История существовала в двух версиях. Расхождения касались времени, к которому она относилась, но суть оставалась той же. Как-то раз Андрей решил прогулять школу и вместе с Женей и еще одним мальчиком отправился к пещерам, чтобы там из веток выстругать себе прутик. Андрею достался самый удачный прутик, более длинный и гибкий, чем у Жени. Женя потребовал, чтобы Андрей отдал ему свой, и мальчики поссорились. Женя заявил: «Если ты не отдашь мне прутик, я твоей тетке расскажу, что ты в класс не пошел, а пришел сюда». А Андрей якобы ответил: «Если ты расскажешь, я напишу в сыскное отделение бумагу, что у твоей мамы скрываются постоянно воры и приносят туда краденые вещи». По слухам, Женя передал слова Андрея матери.

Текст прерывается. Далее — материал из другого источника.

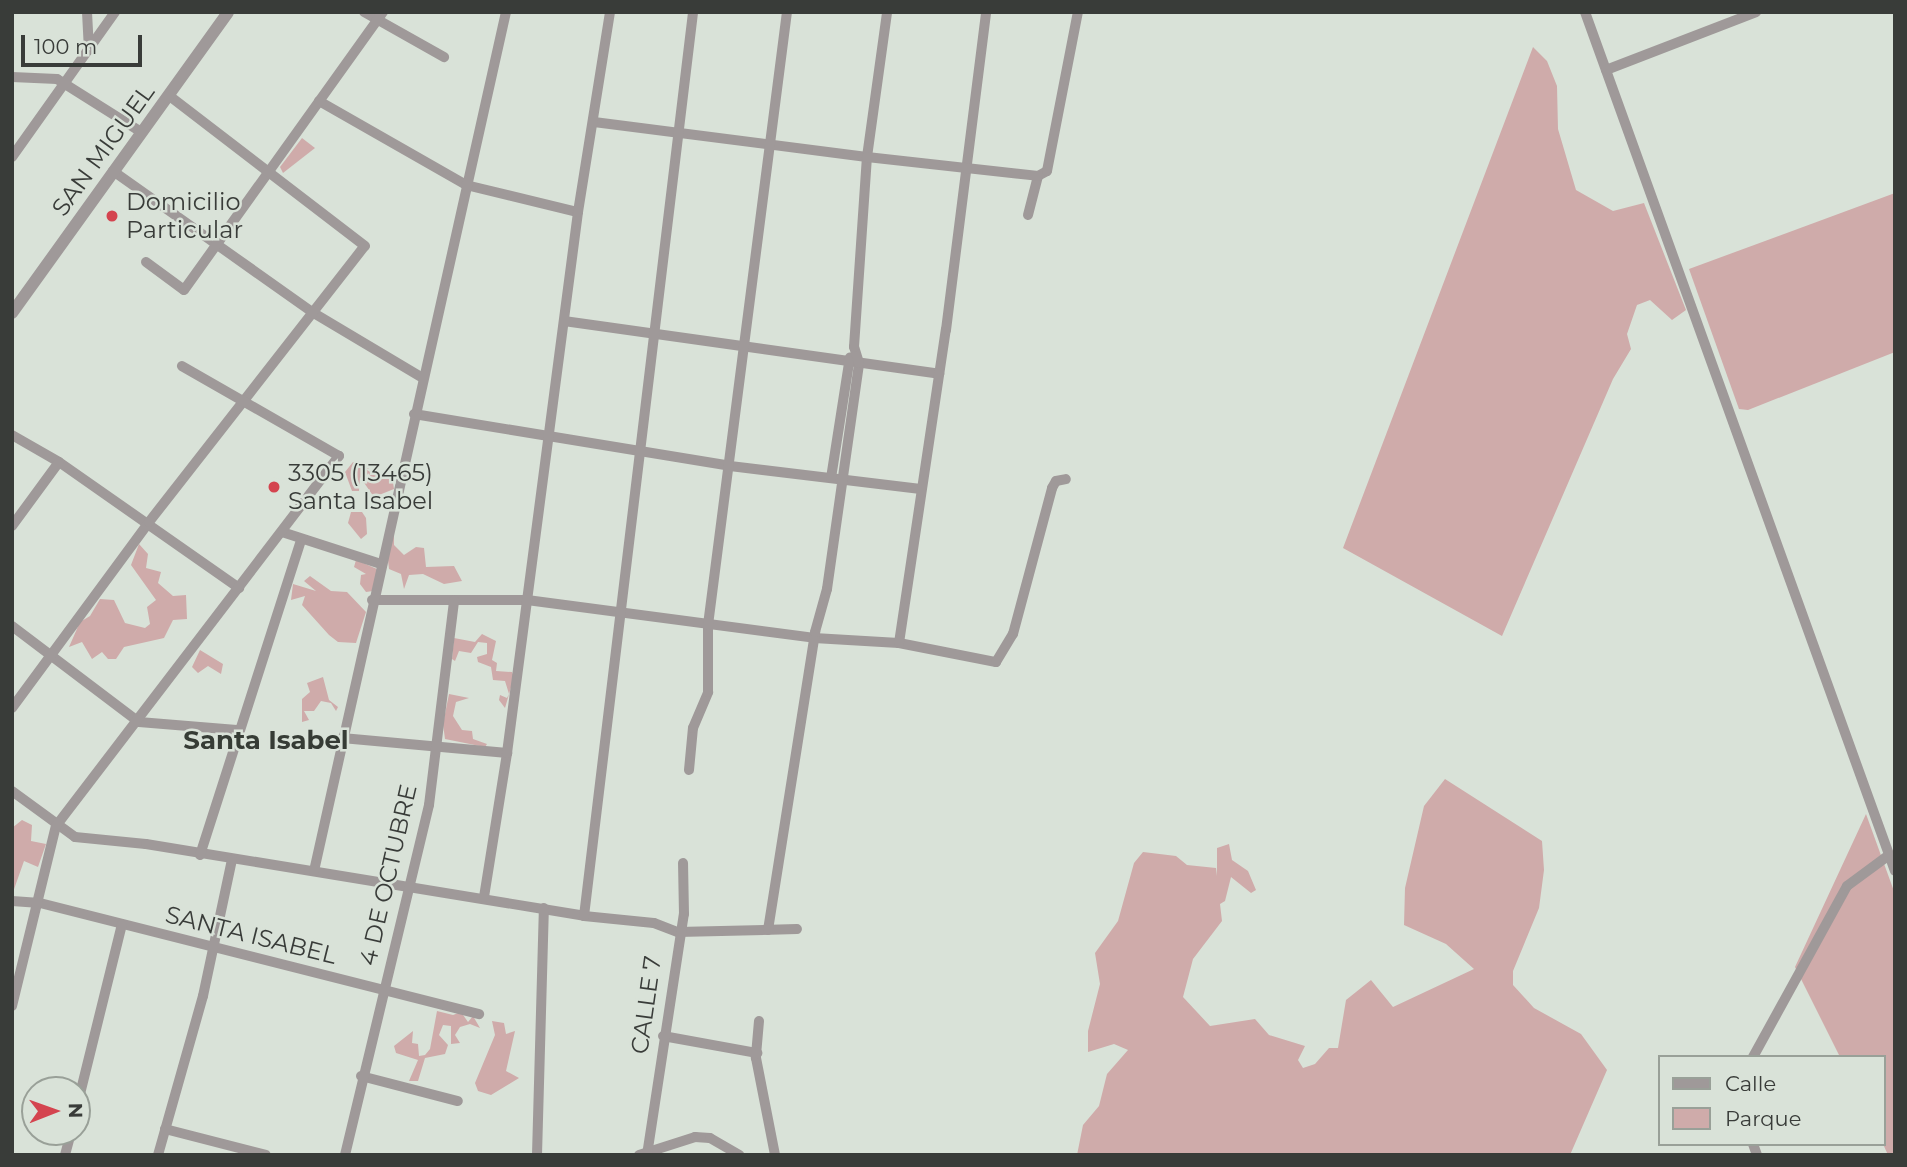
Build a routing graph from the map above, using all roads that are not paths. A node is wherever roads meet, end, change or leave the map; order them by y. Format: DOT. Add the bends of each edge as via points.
graph roads {
  1 [pos="87,12"];
  2 [pos="115,12"];
  3 [pos="228,12"];
  4 [pos="364,12"];
  5 [pos="506,12"];
  6 [pos="610,12"];
  7 [pos="693,12"];
  8 [pos="787,12"];
  9 [pos="887,12"];
  10 [pos="986,12"];
  11 [pos="1076,12"];
  12 [pos="1585,12"];
  13 [pos="1756,12"];
  14 [pos="380,17"];
  15 [pos="89,50"];
  16 [pos="444,57"];
  17 [pos="1606,70"];
  18 [pos="12,77"];
  19 [pos="65,83"];
  20 [pos="168,95"];
  21 [pos="319,101"];
  22 [pos="594,122"];
  23 [pos="141,132"];
  24 [pos="679,133"];
  25 [pos="769,146"];
  26 [pos="12,157"];
  27 [pos="867,158"];
  28 [pos="968,169"];
  29 [pos="268,170"];
  30 [pos="113,172"];
  31 [pos="1038,176"];
  32 [pos="466,185"];
  33 [pos="578,212"];
  34 [pos="1028,215"];
  35 [pos="215,242"];
  36 [pos="146,262"];
  37 [pos="17,295"];
  38 [pos="312,312"];
  39 [pos="12,313"];
  40 [pos="564,321"];
  41 [pos="653,335"];
  42 [pos="744,346"];
  43 [pos="853,362"];
  44 [pos="181,366"];
  45 [pos="939,374"];
  46 [pos="421,377"];
  47 [pos="243,401"];
  48 [pos="414,414"];
  49 [pos="12,435"];
  50 [pos="547,439"];
  51 [pos="640,452"];
  52 [pos="59,461"];
  53 [pos="730,466"];
  54 [pos="837,479"];
  55 [pos="1066,479"];
  56 [pos="921,489"];
  57 [pos="149,522"];
  58 [pos="12,526"];
  59 [pos="282,532"];
  60 [pos="301,540"];
  61 [pos="381,564"];
  62 [pos="239,588"];
  63 [pos="373,600"];
  64 [pos="527,600"];
  65 [pos="454,601"];
  66 [pos="620,610"];
  67 [pos="708,625"];
  68 [pos="12,626"];
  69 [pos="814,638"];
  70 [pos="900,643"];
  71 [pos="51,657"];
  72 [pos="12,708"];
  73 [pos="139,722"];
  74 [pos="237,730"];
  75 [pos="342,738"];
  76 [pos="437,747"];
  77 [pos="508,753"];
  78 [pos="688,770"];
  79 [pos="12,791"];
  80 [pos="56,826"];
  81 [pos="200,855"];
  82 [pos="1889,855"];
  83 [pos="232,860"];
  84 [pos="683,863"];
  85 [pos="314,871"];
  86 [pos="1895,871"];
  87 [pos="410,885"];
  88 [pos="484,897"];
  89 [pos="12,901"];
  90 [pos="35,902"];
  91 [pos="544,908"];
  92 [pos="584,916"];
  93 [pos="122,924"];
  94 [pos="797,929"];
  95 [pos="768,930"];
  96 [pos="678,932"];
  97 [pos="211,945"];
  98 [pos="381,991"];
  99 [pos="12,1006"];
  100 [pos="479,1014"];
  101 [pos="759,1021"];
  102 [pos="663,1036"];
  103 [pos="757,1053"];
  104 [pos="1754,1055"];
  105 [pos="84,1076"];
  106 [pos="361,1076"];
  107 [pos="458,1101"];
  108 [pos="165,1129"];
  109 [pos="644,1154"];
  110 [pos="158,1155"];
  111 [pos="266,1155"];
  112 [pos="345,1155"];
  113 [pos="537,1155"];
  114 [pos="739,1155"];
  115 [pos="775,1155"];
  1 -- 15 [label="street"];
  2 -- 15 [label="street"];
  3 -- 20 [label="street, SAN MIGUEL"];
  4 -- 14 [label="street"];
  5 -- 32 [label="street"];
  6 -- 22 [label="street"];
  7 -- 24 [label="street"];
  8 -- 25 [label="street"];
  9 -- 27 [label="street"];
  10 -- 28 [label="street"];
  11 -- 31 [label="street" via="1047,171"];
  12 -- 17 [label="street"];
  13 -- 17 [label="street"];
  14 -- 16 [label="street"];
  14 -- 21 [label="street"];
  15 -- 19 [label="street"];
  17 -- 82 [label="street"];
  18 -- 19 [label="street" via="46,77"];
  19 -- 23 [label="street"];
  19 -- 26 [label="street"];
  20 -- 23 [label="street, SAN MIGUEL"];
  20 -- 29 [label="street"];
  21 -- 29 [label="street"];
  21 -- 32 [label="street"];
  22 -- 24 [label="street"];
  22 -- 33 [label="street"];
  23 -- 30 [label="street, SAN MIGUEL"];
  24 -- 25 [label="street"];
  24 -- 41 [label="street"];
  25 -- 27 [label="street"];
  25 -- 42 [label="street"];
  27 -- 28 [label="street"];
  27 -- 43 [label="street"];
  28 -- 31 [label="street"];
  28 -- 45 [label="street"];
  29 -- 35 [label="street"];
  29 -- 38 [label="street" via="365,246"];
  30 -- 35 [label="street"];
  30 -- 37 [label="street, SAN MIGUEL"];
  31 -- 34 [label="street"];
  32 -- 33 [label="street"];
  32 -- 46 [label="street"];
  33 -- 40 [label="street"];
  35 -- 36 [label="street" via="184,290"];
  35 -- 38 [label="street"];
  37 -- 39 [label="street, SAN MIGUEL"];
  38 -- 46 [label="street"];
  38 -- 47 [label="street"];
  40 -- 41 [label="street"];
  40 -- 50 [label="street"];
  41 -- 42 [label="street"];
  41 -- 51 [label="street"];
  42 -- 43 [label="street"];
  42 -- 53 [label="street"];
  43 -- 45 [label="street"];
  43 -- 54 [label="street"];
  44 -- 47 [label="street"];
  45 -- 56 [label="street"];
  46 -- 48 [label="street"];
  47 -- 57 [label="street"];
  47 -- 59 [label="street" via="338,456"];
  48 -- 50 [label="street"];
  48 -- 61 [label="street"];
  49 -- 52 [label="street"];
  50 -- 51 [label="street"];
  50 -- 64 [label="street"];
  51 -- 53 [label="street"];
  51 -- 66 [label="street"];
  52 -- 57 [label="street"];
  52 -- 58 [label="street"];
  53 -- 54 [label="street"];
  53 -- 67 [label="street"];
  54 -- 56 [label="street"];
  54 -- 69 [label="street" via="827,589"];
  55 -- 70 [label="street" via="1056,481 1052,488 1003,656 988,663"];
  56 -- 70 [label="street"];
  57 -- 62 [label="street"];
  57 -- 71 [label="street"];
  59 -- 60 [label="street"];
  59 -- 62 [label="street"];
  60 -- 61 [label="street"];
  60 -- 74 [label="street"];
  61 -- 63 [label="street"];
  62 -- 73 [label="street"];
  63 -- 65 [label="street"];
  63 -- 75 [label="street"];
  64 -- 65 [label="street"];
  64 -- 66 [label="street"];
  64 -- 77 [label="street"];
  65 -- 76 [label="street, 4 DE OCTUBRE"];
  66 -- 67 [label="street"];
  66 -- 92 [label="street"];
  67 -- 69 [label="street"];
  67 -- 78 [label="street" via="708,692 693,728"];
  68 -- 71 [label="street"];
  69 -- 70 [label="street"];
  69 -- 95 [label="street"];
  71 -- 72 [label="street"];
  71 -- 73 [label="street"];
  73 -- 74 [label="street"];
  73 -- 80 [label="street"];
  74 -- 81 [label="street"];
  75 -- 76 [label="street"];
  75 -- 85 [label="street"];
  76 -- 77 [label="street"];
  76 -- 87 [label="street, 4 DE OCTUBRE"];
  77 -- 88 [label="street"];
  79 -- 80 [label="street"];
  80 -- 81 [label="street" via="75,837"];
  80 -- 90 [label="street"];
  81 -- 83 [label="street"];
  82 -- 86 [label="street"];
  82 -- 104 [label="street" via="1847,886"];
  83 -- 85 [label="street"];
  83 -- 97 [label="street"];
  84 -- 96 [label="street, CALLE 7" via="684,915"];
  85 -- 87 [label="street"];
  87 -- 88 [label="street"];
  87 -- 98 [label="street, 4 DE OCTUBRE"];
  88 -- 91 [label="street"];
  89 -- 90 [label="street, SANTA ISABEL"];
  90 -- 93 [label="street, SANTA ISABEL"];
  90 -- 99 [label="street"];
  91 -- 92 [label="street"];
  91 -- 113 [label="street"];
  92 -- 96 [label="street" via="654,923"];
  93 -- 97 [label="street, SANTA ISABEL"];
  93 -- 105 [label="street"];
  94 -- 95 [label="street"];
  95 -- 96 [label="street"];
  96 -- 102 [label="street, CALLE 7"];
  97 -- 98 [label="street, SANTA ISABEL"];
  97 -- 108 [label="street" via="203,996"];
  98 -- 100 [label="street, SANTA ISABEL"];
  98 -- 106 [label="street, 4 DE OCTUBRE"];
  101 -- 103 [label="street"];
  102 -- 103 [label="street"];
  102 -- 109 [label="street, CALLE 7"];
  103 -- 115 [label="street"];
  106 -- 107 [label="street"];
  106 -- 112 [label="street, 4 DE OCTUBRE"];
  108 -- 110 [label="street"];
  108 -- 111 [label="street"];
  109 -- 114 [label="street" via="695,1137 710,1138"];
}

Согласно одной версии, ссора произошла за несколько дней или недель до исчезновения Андрея. Выслушав рассказ Жени, двое из банды Чеберяк якобы сказали, что Андрея надо как-то «успокоить», чтобы он не болтал, а при необходимости и «пришить». Поначалу дальше слов дело не пошло. Затем 9 марта арестовали четверых членов шайки Чеберяк, а еще через день к ней домой с обыском пришла полиция. Шайка разыскивала доносчика, и подозрение пало на Андрея. Когда 12 марта он постучался к Чеберякам, чтобы позвать Женю, Чеберяк и ее банда воспользовались случаем разделаться с ним.
По другой версии, мальчики поссорились в то самое утро, когда пропал Андрей. Члены шайки могли заподозрить, что, раз Андрей грозится на них донести, он, скорее всего, это уже сделал. Когда Женя убежал домой, Андрей снова отправился к нему вместе со своим прутиком, желая, возможно, помириться с товарищем. Там его уже поджидали.
Красовский поручил своим подопечным вести в Лукьяновке расспросы в надежде обнаружить мальчика, который рассказывал эту историю, но безуспешно. Версия звучала вполне правдоподобно, хотя Андрей был здесь ни при чем: в документах полиции указано имя осведомителя, сообщение которого послужило поводом к обыску 10 марта: Евгений Мифле, брат Павла, слепого любовника Веры Чеберяк. Семейство Мифле стремилось во что бы то ни стало засадить Чеберяк за решетку. Однако обыск в этом отношении ничего не дал.
Через несколько часов после ареста Чеберяк неожиданно отпустили. Возмутительное обращение со стороны начальника киевской сыскной полиции, вероятно, укрепило ее в решении для восстановления своего «доброго» имени обратиться к царю. Николай II чрезвычайно серьезно относился к тысячам прошений, которые получал от рядовых подданных, просивших его о милости и вмешательстве; еженедельно он тратил по несколько часов, просматривая их лично. Николай дорожил этой обязанностью: беря в руки одно прошение за другим, он чувствовал, как оживает исконная мистическая связь между царем и его народом.
Визита Николая II в Киев ждали уже через четыре дня. Среди обрушившихся на Чеберяк бесчисленных неприятностей приезд императора, несомненно, представлялся ей неслыханной удачей, и она не собиралась упускать такой шанс.
Генерал Курлов уже прибыл в Киев, чтобы проследить за принятием мер предосторожности перед приездом царя. Несколькими месяцами ранее он спас киевских евреев от погрома, грозившего им после убийства Андрея. Его задачей оставалось предотвращение беспорядков в городе, но прежде всего он отвечал за безопасность государя. Правда, Курлов внезапно занемог — слег с радикулитом, и пользовал его некий Бадмаев, который лечил всех какими-то травами и снадобьями и который при дворе составлял конкуренцию Распутину.